Che nei programmi scolastici non ci sia posto per l’epoca contemporanea è cosa risaputa, studiamo il mecenatismo di secoli addietro ma nulla che riguardi la storia recente. Peccato. Studiamo di committenze maschili illuminate e di qualche donna che fece la differenza nelle corti europee come Caterina la Grande che creò l’Hermitage ma di Peggy Guggenheim non leggiamo neanche una riga.
Una mancanza da colmare. La Guggenheim ha vissuto intensamente, amando l’arte e quanto di nuovo gli artisti avessero da raccontare. Cercava il talento, lo sosteneva, valorizzava e incitava non per goderne in maniera esclusiva ma affinché anche i contemporanei e le future generazioni potessero scoprirlo e apprezzarlo aprendo la mente a nuove visioni espresse con codici altri, mai visti prima.
Fu una collezionista ma non egoista, il suo era un mecenatismo di stampo novecentesco. Operò una “rottura” tra il passato e il futuro affermando una sua visione.
La biografia romanzata “Miss Guggenheim” di Leah Hayden si focalizza su un periodo preciso della vita della protagonista: gli anni dal 1941 al 1958. Dopo aver vissuto a Parigi frequentando Constantin Brancusi, Djuna Barnes e Marcel Duchamp aprì una galleria d’arte a Londra, conosceva Cocteau, Joyce e Kandinsky, menti brillanti e innovatrici che le aprirono gli occhi su quel che diventò il suo progetto di vita: l’arte.
Progetto costretto a cambiar direzione per l’avvento del conflitto mondiale, scappò dall’Europa al divampare delle fiamme per tornare nella sua patria natia, l’America, escogitando il modo di salvare dipinti e sculture dall’avanzata delle tenebre che travolsero l’Umanità spedendole oltre oceano.

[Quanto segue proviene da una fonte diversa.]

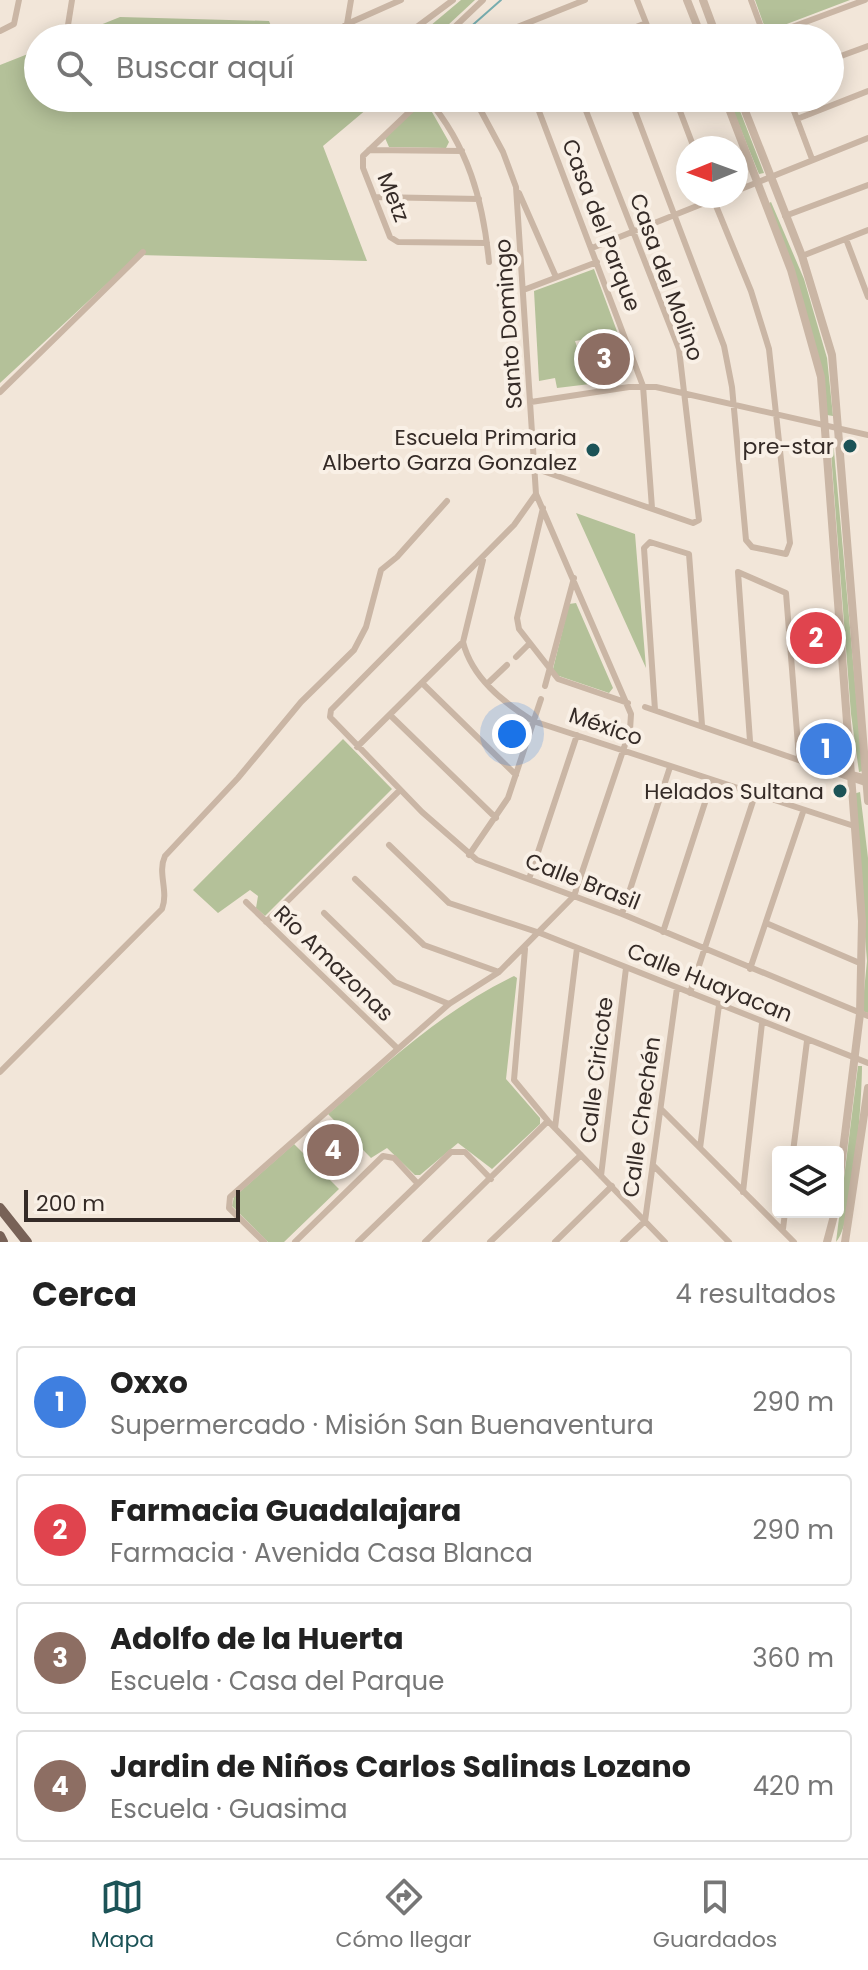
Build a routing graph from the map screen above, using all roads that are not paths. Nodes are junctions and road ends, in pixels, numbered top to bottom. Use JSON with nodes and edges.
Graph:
{"nodes":[{"id":1,"x":19,"y":0,"type":"edge"},
{"id":2,"x":82,"y":0,"type":"edge"},
{"id":3,"x":351,"y":0,"type":"edge"},
{"id":4,"x":401,"y":0,"type":"edge"},
{"id":5,"x":453,"y":0,"type":"edge"},
{"id":6,"x":483,"y":0,"type":"edge"},
{"id":7,"x":585,"y":0,"type":"edge"},
{"id":8,"x":637,"y":0,"type":"edge"},
{"id":9,"x":687,"y":0,"type":"edge"},
{"id":10,"x":703,"y":0,"type":"edge"},
{"id":11,"x":751,"y":0,"type":"edge"},
{"id":12,"x":865,"y":0,"type":"edge"},
{"id":13,"x":72,"y":2,"type":"edge"},
{"id":14,"x":646,"y":23,"type":"edge"},
{"id":15,"x":68,"y":24,"type":"edge"},
{"id":16,"x":347,"y":24,"type":"joint"},
{"id":17,"x":421,"y":24,"type":"edge"},
{"id":18,"x":458,"y":24,"type":"edge"},
{"id":19,"x":525,"y":24,"type":"edge"},
{"id":20,"x":696,"y":24,"type":"edge"},
{"id":21,"x":712,"y":24,"type":"edge"},
{"id":22,"x":760,"y":24,"type":"edge"},
{"id":23,"x":802,"y":24,"type":"edge"},
{"id":24,"x":0,"y":31,"type":"edge"},
{"id":25,"x":868,"y":46,"type":"edge"},
{"id":26,"x":844,"y":55,"type":"edge"},
{"id":27,"x":868,"y":91,"type":"edge"},
{"id":28,"x":844,"y":100,"type":"edge"},
{"id":29,"x":410,"y":112,"type":"edge"},
{"id":30,"x":436,"y":112,"type":"edge"},
{"id":31,"x":482,"y":112,"type":"edge"},
{"id":32,"x":539,"y":112,"type":"edge"},
{"id":33,"x":586,"y":112,"type":"edge"},
{"id":34,"x":635,"y":112,"type":"edge"},
{"id":35,"x":680,"y":112,"type":"edge"},
{"id":36,"x":730,"y":112,"type":"edge"},
{"id":37,"x":745,"y":112,"type":"edge"},
{"id":38,"x":794,"y":112,"type":"edge"},
{"id":39,"x":815,"y":112,"type":"edge"},
{"id":40,"x":797,"y":119,"type":"junction"},
{"id":41,"x":689,"y":136,"type":"edge"},
{"id":42,"x":868,"y":138,"type":"edge"},
{"id":43,"x":368,"y":150,"type":"junction"},
{"id":44,"x":462,"y":151,"type":"junction"},
{"id":45,"x":812,"y":159,"type":"junction"},
{"id":46,"x":770,"y":177,"type":"junction"},
{"id":47,"x":758,"y":182,"type":"junction"},
{"id":48,"x":868,"y":185,"type":"edge"},
{"id":49,"x":748,"y":186,"type":"edge"},
{"id":50,"x":516,"y":187,"type":"junction"},
{"id":51,"x":375,"y":197,"type":"junction"},
{"id":52,"x":479,"y":199,"type":"junction"},
{"id":53,"x":691,"y":208,"type":"edge"},
{"id":54,"x":717,"y":208,"type":"edge"},
{"id":55,"x":675,"y":215,"type":"junction"},
{"id":56,"x":785,"y":216,"type":"junction"},
{"id":57,"x":868,"y":230,"type":"edge"},
{"id":58,"x":632,"y":232,"type":"junction"},
{"id":59,"x":846,"y":239,"type":"junction"},
{"id":60,"x":487,"y":243,"type":"junction"},
{"id":61,"x":592,"y":248,"type":"junction"},
{"id":62,"x":143,"y":252,"type":"dead end"},
{"id":63,"x":802,"y":256,"type":"junction"},
{"id":64,"x":489,"y":262,"type":"dead end"},
{"id":65,"x":597,"y":262,"type":"junction"},
{"id":66,"x":556,"y":277,"type":"junction"},
{"id":67,"x":526,"y":289,"type":"junction"},
{"id":68,"x":868,"y":297,"type":"edge"},
{"id":69,"x":643,"y":386,"type":"junction"},
{"id":70,"x":686,"y":391,"type":"junction"},
{"id":71,"x":0,"y":392,"type":"edge"},
{"id":72,"x":531,"y":402,"type":"junction"},
{"id":73,"x":733,"y":402,"type":"junction"},
{"id":74,"x":777,"y":413,"type":"junction"},
{"id":75,"x":826,"y":425,"type":"junction"},
{"id":76,"x":839,"y":428,"type":"junction"},
{"id":77,"x":868,"y":435,"type":"edge"},
{"id":78,"x":534,"y":468,"type":"junction"},
{"id":79,"x":536,"y":494,"type":"junction"},
{"id":80,"x":447,"y":501,"type":"dead end"},
{"id":81,"x":543,"y":508,"type":"junction"},
{"id":82,"x":652,"y":508,"type":"junction"},
{"id":83,"x":484,"y":557,"type":"junction"},
{"id":84,"x":574,"y":578,"type":"junction"},
{"id":85,"x":463,"y":642,"type":"junction"},
{"id":86,"x":529,"y":644,"type":"junction"},
{"id":87,"x":516,"y":657,"type":"dead end"},
{"id":88,"x":507,"y":665,"type":"dead end"},
{"id":89,"x":549,"y":672,"type":"junction"},
{"id":90,"x":422,"y":683,"type":"junction"},
{"id":91,"x":487,"y":684,"type":"junction"},
{"id":92,"x":545,"y":686,"type":"dead end"},
{"id":93,"x":541,"y":699,"type":"dead end"},
{"id":94,"x":628,"y":703,"type":"junction"},
{"id":95,"x":865,"y":703,"type":"edge"},
{"id":96,"x":645,"y":707,"type":"dead end"},
{"id":97,"x":655,"y":710,"type":"junction"},
{"id":98,"x":390,"y":715,"type":"junction"},
{"id":99,"x":533,"y":721,"type":"junction"},
{"id":100,"x":702,"y":725,"type":"junction"},
{"id":101,"x":577,"y":735,"type":"junction"},
{"id":102,"x":750,"y":741,"type":"junction"},
{"id":103,"x":357,"y":747,"type":"junction"},
{"id":104,"x":623,"y":751,"type":"junction"},
{"id":105,"x":799,"y":758,"type":"junction"},
{"id":106,"x":670,"y":767,"type":"junction"},
{"id":107,"x":516,"y":775,"type":"junction"},
{"id":108,"x":852,"y":775,"type":"junction"},
{"id":109,"x":712,"y":781,"type":"junction"},
{"id":110,"x":867,"y":781,"type":"edge"},
{"id":111,"x":400,"y":790,"type":"junction"},
{"id":112,"x":755,"y":795,"type":"junction"},
{"id":113,"x":868,"y":801,"type":"edge"},
{"id":114,"x":803,"y":812,"type":"junction"},
{"id":115,"x":496,"y":818,"type":"junction"},
{"id":116,"x":854,"y":826,"type":"junction"},
{"id":117,"x":389,"y":845,"type":"dead end"},
{"id":118,"x":469,"y":855,"type":"junction"},
{"id":119,"x":355,"y":879,"type":"dead end"},
{"id":120,"x":529,"y":879,"type":"junction"},
{"id":121,"x":574,"y":896,"type":"junction"},
{"id":122,"x":246,"y":902,"type":"dead end"},
{"id":123,"x":324,"y":913,"type":"dead end"},
{"id":124,"x":622,"y":914,"type":"junction"},
{"id":125,"x":266,"y":922,"type":"junction"},
{"id":126,"x":766,"y":923,"type":"junction"},
{"id":127,"x":663,"y":932,"type":"junction"},
{"id":128,"x":540,"y":933,"type":"junction"},
{"id":129,"x":577,"y":948,"type":"junction"},
{"id":130,"x":525,"y":949,"type":"junction"},
{"id":131,"x":705,"y":950,"type":"junction"},
{"id":132,"x":862,"y":964,"type":"junction"},
{"id":133,"x":626,"y":968,"type":"junction"},
{"id":134,"x":750,"y":969,"type":"junction"},
{"id":135,"x":499,"y":972,"type":"junction"},
{"id":136,"x":677,"y":988,"type":"junction"},
{"id":137,"x":690,"y":993,"type":"junction"},
{"id":138,"x":449,"y":1004,"type":"junction"},
{"id":139,"x":719,"y":1005,"type":"junction"},
{"id":140,"x":864,"y":1015,"type":"edge"},
{"id":141,"x":762,"y":1023,"type":"junction"},
{"id":142,"x":807,"y":1041,"type":"junction"},
{"id":143,"x":398,"y":1049,"type":"junction"},
{"id":144,"x":855,"y":1058,"type":"junction"},
{"id":145,"x":868,"y":1063,"type":"edge"},
{"id":146,"x":0,"y":1072,"type":"edge"},
{"id":147,"x":868,"y":1088,"type":"edge"},
{"id":148,"x":661,"y":1109,"type":"junction"},
{"id":149,"x":548,"y":1121,"type":"junction"},
{"id":150,"x":555,"y":1128,"type":"junction"},
{"id":151,"x":794,"y":1146,"type":"edge"},
{"id":152,"x":844,"y":1146,"type":"edge"},
{"id":153,"x":700,"y":1148,"type":"junction"},
{"id":154,"x":581,"y":1155,"type":"junction"},
{"id":155,"x":655,"y":1167,"type":"junction"},
{"id":156,"x":601,"y":1176,"type":"junction"},
{"id":157,"x":491,"y":1179,"type":"junction"},
{"id":158,"x":418,"y":1184,"type":"junction"},
{"id":159,"x":612,"y":1186,"type":"junction"},
{"id":160,"x":743,"y":1192,"type":"junction"},
{"id":161,"x":0,"y":1208,"type":"edge"},
{"id":162,"x":784,"y":1218,"type":"edge"},
{"id":163,"x":833,"y":1218,"type":"edge"},
{"id":164,"x":645,"y":1221,"type":"junction"},
{"id":165,"x":783,"y":1229,"type":"junction"},
{"id":166,"x":0,"y":1236,"type":"edge"},
{"id":167,"x":3,"y":1242,"type":"edge"},
{"id":168,"x":26,"y":1242,"type":"edge"},
{"id":169,"x":264,"y":1242,"type":"edge"},
{"id":170,"x":295,"y":1242,"type":"edge"},
{"id":171,"x":358,"y":1242,"type":"edge"},
{"id":172,"x":425,"y":1242,"type":"edge"},
{"id":173,"x":490,"y":1242,"type":"edge"},
{"id":174,"x":555,"y":1242,"type":"edge"},
{"id":175,"x":623,"y":1242,"type":"edge"},
{"id":176,"x":665,"y":1242,"type":"edge"},
{"id":177,"x":729,"y":1242,"type":"edge"},
{"id":178,"x":794,"y":1242,"type":"edge"},
{"id":179,"x":827,"y":1242,"type":"edge"},
{"id":180,"x":845,"y":1242,"type":"edge"}],
"edges":[{"from":1,"to":24,"type":"street"},
{"from":2,"to":13,"type":"street"},
{"from":3,"to":16,"type":"street"},
{"from":4,"to":16,"type":"street"},
{"from":5,"to":17,"type":"street"},
{"from":6,"to":18,"type":"street"},
{"from":7,"to":19,"type":"street"},
{"from":8,"to":14,"type":"street"},
{"from":9,"to":20,"type":"street"},
{"from":10,"to":21,"type":"street"},
{"from":11,"to":22,"type":"street"},
{"from":12,"to":23,"type":"street"},
{"from":13,"to":15,"type":"street"},
{"from":25,"to":26,"type":"street"},
{"from":27,"to":28,"type":"street"},
{"from":29,"to":43,"type":"street","name":"Metz"},
{"from":30,"to":44,"type":"street"},
{"from":31,"to":50,"type":"street","name":"Santo Domingo"},
{"from":32,"to":61,"type":"street","name":"Casa del Parque"},
{"from":33,"to":58,"type":"street","name":"Casa del Molino"},
{"from":34,"to":55,"type":"street"},
{"from":35,"to":41,"type":"street"},
{"from":36,"to":47,"type":"street"},
{"from":37,"to":46,"type":"street"},
{"from":38,"to":40,"type":"street"},
{"from":39,"to":40,"type":"street"},
{"from":40,"to":45,"type":"street"},
{"from":42,"to":45,"type":"street"},
{"from":43,"to":44,"type":"street"},
{"from":43,"to":51,"type":"street","name":"Metz"},
{"from":44,"to":52,"type":"street"},
{"from":45,"to":46,"type":"street"},
{"from":46,"to":47,"type":"street"},
{"from":46,"to":56,"type":"street"},
{"from":47,"to":49,"type":"street"},
{"from":47,"to":75,"type":"street"},
{"from":48,"to":56,"type":"street"},
{"from":50,"to":66,"type":"street"},
{"from":50,"to":67,"type":"street","name":"Santo Domingo"},
{"from":51,"to":52,"type":"street"},
{"from":51,"to":60,"type":"street","name":"Metz"},
{"from":52,"to":60,"type":"street"},
{"from":53,"to":55,"type":"street"},
{"from":54,"to":74,"type":"street"},
{"from":55,"to":58,"type":"street"},
{"from":55,"to":73,"type":"street"},
{"from":56,"to":63,"type":"street"},
{"from":57,"to":59,"type":"street"},
{"from":58,"to":61,"type":"street"},
{"from":58,"to":70,"type":"street","name":"Casa del Molino"},
{"from":59,"to":63,"type":"street"},
{"from":59,"to":68,"type":"street"},
{"from":60,"to":64,"type":"street"},
{"from":61,"to":65,"type":"street","name":"Casa del Parque"},
{"from":62,"to":71,"type":"street"},
{"from":63,"to":76,"type":"street"},
{"from":65,"to":66,"type":"street"},
{"from":65,"to":69,"type":"street","name":"Casa del Parque"},
{"from":66,"to":67,"type":"street"},
{"from":67,"to":72,"type":"street","name":"Santo Domingo"},
{"from":69,"to":70,"type":"street"},
{"from":69,"to":72,"type":"street"},
{"from":69,"to":82,"type":"street","name":"Casa del Parque"},
{"from":70,"to":73,"type":"street"},
{"from":70,"to":82,"type":"street","name":"Casa del Molino"},
{"from":72,"to":78,"type":"street","name":"Santo Domingo"},
{"from":73,"to":74,"type":"street"},
{"from":73,"to":74,"type":"street"},
{"from":74,"to":75,"type":"street"},
{"from":75,"to":76,"type":"street"},
{"from":75,"to":108,"type":"street"},
{"from":76,"to":77,"type":"street"},
{"from":76,"to":95,"type":"street"},
{"from":78,"to":79,"type":"street","name":"Santo Domingo"},
{"from":78,"to":82,"type":"street"},
{"from":79,"to":81,"type":"street"},
{"from":79,"to":83,"type":"street"},
{"from":80,"to":146,"type":"street"},
{"from":81,"to":84,"type":"street"},
{"from":81,"to":86,"type":"street"},
{"from":83,"to":85,"type":"street"},
{"from":83,"to":103,"type":"street","name":"Calle Brasil"},
{"from":84,"to":89,"type":"street"},
{"from":84,"to":94,"type":"street"},
{"from":85,"to":90,"type":"street"},
{"from":85,"to":91,"type":"street","name":"México"},
{"from":86,"to":87,"type":"street"},
{"from":86,"to":89,"type":"street"},
{"from":88,"to":91,"type":"street"},
{"from":89,"to":92,"type":"street"},
{"from":89,"to":94,"type":"street"},
{"from":90,"to":98,"type":"street"},
{"from":90,"to":107,"type":"street"},
{"from":91,"to":99,"type":"street","name":"México"},
{"from":93,"to":99,"type":"street"},
{"from":94,"to":104,"type":"street"},
{"from":95,"to":110,"type":"street"},
{"from":96,"to":97,"type":"street"},
{"from":97,"to":100,"type":"street"},
{"from":97,"to":100,"type":"street"},
{"from":98,"to":103,"type":"street"},
{"from":98,"to":115,"type":"street"},
{"from":99,"to":101,"type":"street","name":"México"},
{"from":99,"to":107,"type":"street"},
{"from":100,"to":102,"type":"street"},
{"from":101,"to":104,"type":"street","name":"México"},
{"from":101,"to":120,"type":"street"},
{"from":102,"to":105,"type":"street"},
{"from":102,"to":105,"type":"street"},
{"from":103,"to":111,"type":"street","name":"Calle Brasil"},
{"from":104,"to":106,"type":"street","name":"México"},
{"from":104,"to":121,"type":"street"},
{"from":105,"to":108,"type":"street"},
{"from":106,"to":109,"type":"street","name":"México"},
{"from":106,"to":124,"type":"street"},
{"from":107,"to":115,"type":"street"},
{"from":108,"to":110,"type":"street"},
{"from":108,"to":116,"type":"street"},
{"from":109,"to":112,"type":"street","name":"México"},
{"from":109,"to":127,"type":"street"},
{"from":110,"to":113,"type":"street"},
{"from":111,"to":118,"type":"street","name":"Calle Brasil"},
{"from":111,"to":125,"type":"street"},
{"from":112,"to":114,"type":"street","name":"México"},
{"from":112,"to":131,"type":"street"},
{"from":114,"to":116,"type":"street","name":"México"},
{"from":114,"to":126,"type":"street"},
{"from":115,"to":118,"type":"street"},
{"from":116,"to":132,"type":"street"},
{"from":117,"to":128,"type":"street","name":"Calle Huayacan"},
{"from":118,"to":120,"type":"street","name":"Calle Brasil"},
{"from":119,"to":135,"type":"street"},
{"from":120,"to":121,"type":"street","name":"Calle Brasil"},
{"from":121,"to":124,"type":"street","name":"Calle Brasil"},
{"from":121,"to":128,"type":"street"},
{"from":122,"to":125,"type":"street","name":"Río Amazonas"},
{"from":123,"to":138,"type":"street"},
{"from":124,"to":127,"type":"street","name":"Calle Brasil"},
{"from":125,"to":143,"type":"street","name":"Río Amazonas"},
{"from":126,"to":132,"type":"street"},
{"from":126,"to":134,"type":"street"},
{"from":127,"to":131,"type":"street","name":"Calle Brasil"},
{"from":128,"to":129,"type":"street","name":"Calle Huayacan"},
{"from":128,"to":130,"type":"street"},
{"from":129,"to":133,"type":"street","name":"Calle Huayacan"},
{"from":129,"to":150,"type":"street"},
{"from":130,"to":135,"type":"street"},
{"from":130,"to":149,"type":"street"},
{"from":131,"to":134,"type":"street","name":"Calle Brasil"},
{"from":131,"to":137,"type":"street"},
{"from":132,"to":140,"type":"street"},
{"from":133,"to":136,"type":"street","name":"Calle Huayacan"},
{"from":133,"to":156,"type":"street","name":"Calle Ciricote"},
{"from":134,"to":140,"type":"street","name":"Calle Brasil"},
{"from":135,"to":138,"type":"street"},
{"from":136,"to":137,"type":"street","name":"Calle Huayacan"},
{"from":136,"to":148,"type":"street","name":"Calle Chechén"},
{"from":137,"to":139,"type":"street","name":"Calle Huayacan"},
{"from":138,"to":143,"type":"street"},
{"from":139,"to":141,"type":"street","name":"Calle Huayacan"},
{"from":139,"to":153,"type":"street"},
{"from":140,"to":144,"type":"street"},
{"from":141,"to":142,"type":"street","name":"Calle Huayacan"},
{"from":141,"to":160,"type":"street"},
{"from":142,"to":144,"type":"street","name":"Calle Huayacan"},
{"from":142,"to":151,"type":"street"},
{"from":143,"to":169,"type":"street"},
{"from":144,"to":145,"type":"street","name":"Calle Huayacan"},
{"from":144,"to":152,"type":"street"},
{"from":147,"to":180,"type":"street"},
{"from":148,"to":153,"type":"street"},
{"from":148,"to":155,"type":"street","name":"Calle Chechén"},
{"from":149,"to":150,"type":"street"},
{"from":149,"to":157,"type":"street"},
{"from":150,"to":154,"type":"street"},
{"from":153,"to":160,"type":"street"},
{"from":154,"to":156,"type":"street"},
{"from":154,"to":173,"type":"street"},
{"from":155,"to":164,"type":"street","name":"Calle Chechén"},
{"from":155,"to":177,"type":"street"},
{"from":156,"to":159,"type":"street"},
{"from":157,"to":158,"type":"street"},
{"from":157,"to":172,"type":"street"},
{"from":158,"to":170,"type":"street"},
{"from":158,"to":171,"type":"street"},
{"from":159,"to":164,"type":"street"},
{"from":159,"to":174,"type":"street"},
{"from":160,"to":165,"type":"street"},
{"from":161,"to":168,"type":"main road"},
{"from":162,"to":165,"type":"street"},
{"from":163,"to":179,"type":"street"},
{"from":164,"to":175,"type":"street","name":"Calle Chechén"},
{"from":164,"to":176,"type":"street"},
{"from":165,"to":178,"type":"street"},
{"from":166,"to":167,"type":"main road"}]}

Un viaggio che si connota di apprensione per l’uomo amato, Max Ernst, che diventerà il suo secondo marito. In una anticonvenzionale interpretazione di famiglia allargata partì assieme ai figli e Laurence Vail, suo primo marito accompagnato dalla seconda moglie e i loro figli.
Rientrata in America dette vita a una nuova concezione di museo avvalendosi della visionarietà dell’amico Howard Putzel, fece conoscere le avanguardie e creò uno spazio per artisti non solo europei, realizzò un luogo dove esporne le opere per far conoscere i talenti che si ispiravano alla loro realtà, ai propri scenari diversi e lontani da quelli del vecchio continente dove infuriava la guerra.
Allestì una mostra personale per Jackson Pollock, esponente dell’espressionismo astratto americano e frequentatore del surrealismo aprendo la porta a un cambiamento radicale. L’arte contemporanea diventa interessante e acquista dignità.
La Hayden dà voce alla protagonista, con una scrittura fluida e intima, attraverso i suoi ricordi personali, non solo l’arte ma anche gli amori, gli affetti e le relazioni d’amicizia.
Il ritratto che ci consegna è quello di una donna dall’apparenza forte e determinata ma non immune da umane debolezze, una donna tenace impegnata a godere la vita attraverso le sfide che questa pone senza rinunciare alla propria personalità.
«Ho sempre fatto ciò che volevo, e non c’è bisogno di professarsi femministe per riuscirci. Dovrebbe essere normale. Del resto, per gli uomini non esiste una parola corrispondente che definisca l’idea di vivere come ritengono giusto».
Considerata da molti dei suoi contemporanei eccentrica e originale, non rinnegò il proprio modo di essere per omologarsi alle aspettative sociali e usò il patrimonio familiare per dedicarsi alla passione per l’arte, con lei nasce una diversa concezione della fruizione museale intesa come condivisione della bellezza e del talento.
Il museo non è più tempio distante e distaccato ma spazio aperto al nuovo e l’immaginifico. Amò l’Italia vivendo l’ultima parte della vita a Venezia dove passeggiava tra le calli con i suoi cani, dopo il museo di New York e quello italiano di Venezia vennero anche i musei Guggenheim di Bilbao, Berlino e Abu Dhabi.
©Riproduzione riservata
IL LIBRO
Leah Hayden
Miss Guggenheim,
Beat edizioni
pagine 384
euro 19
L’AUTRICE
Leah Hayden ha studiato tedesco, scienze politiche e filosofia a Heidelberg e negli Stati Uniti, dove ha vissuto a lungo vicino a New York. Oggi vive con il marito a Salerno e lavora come giornalista freelance.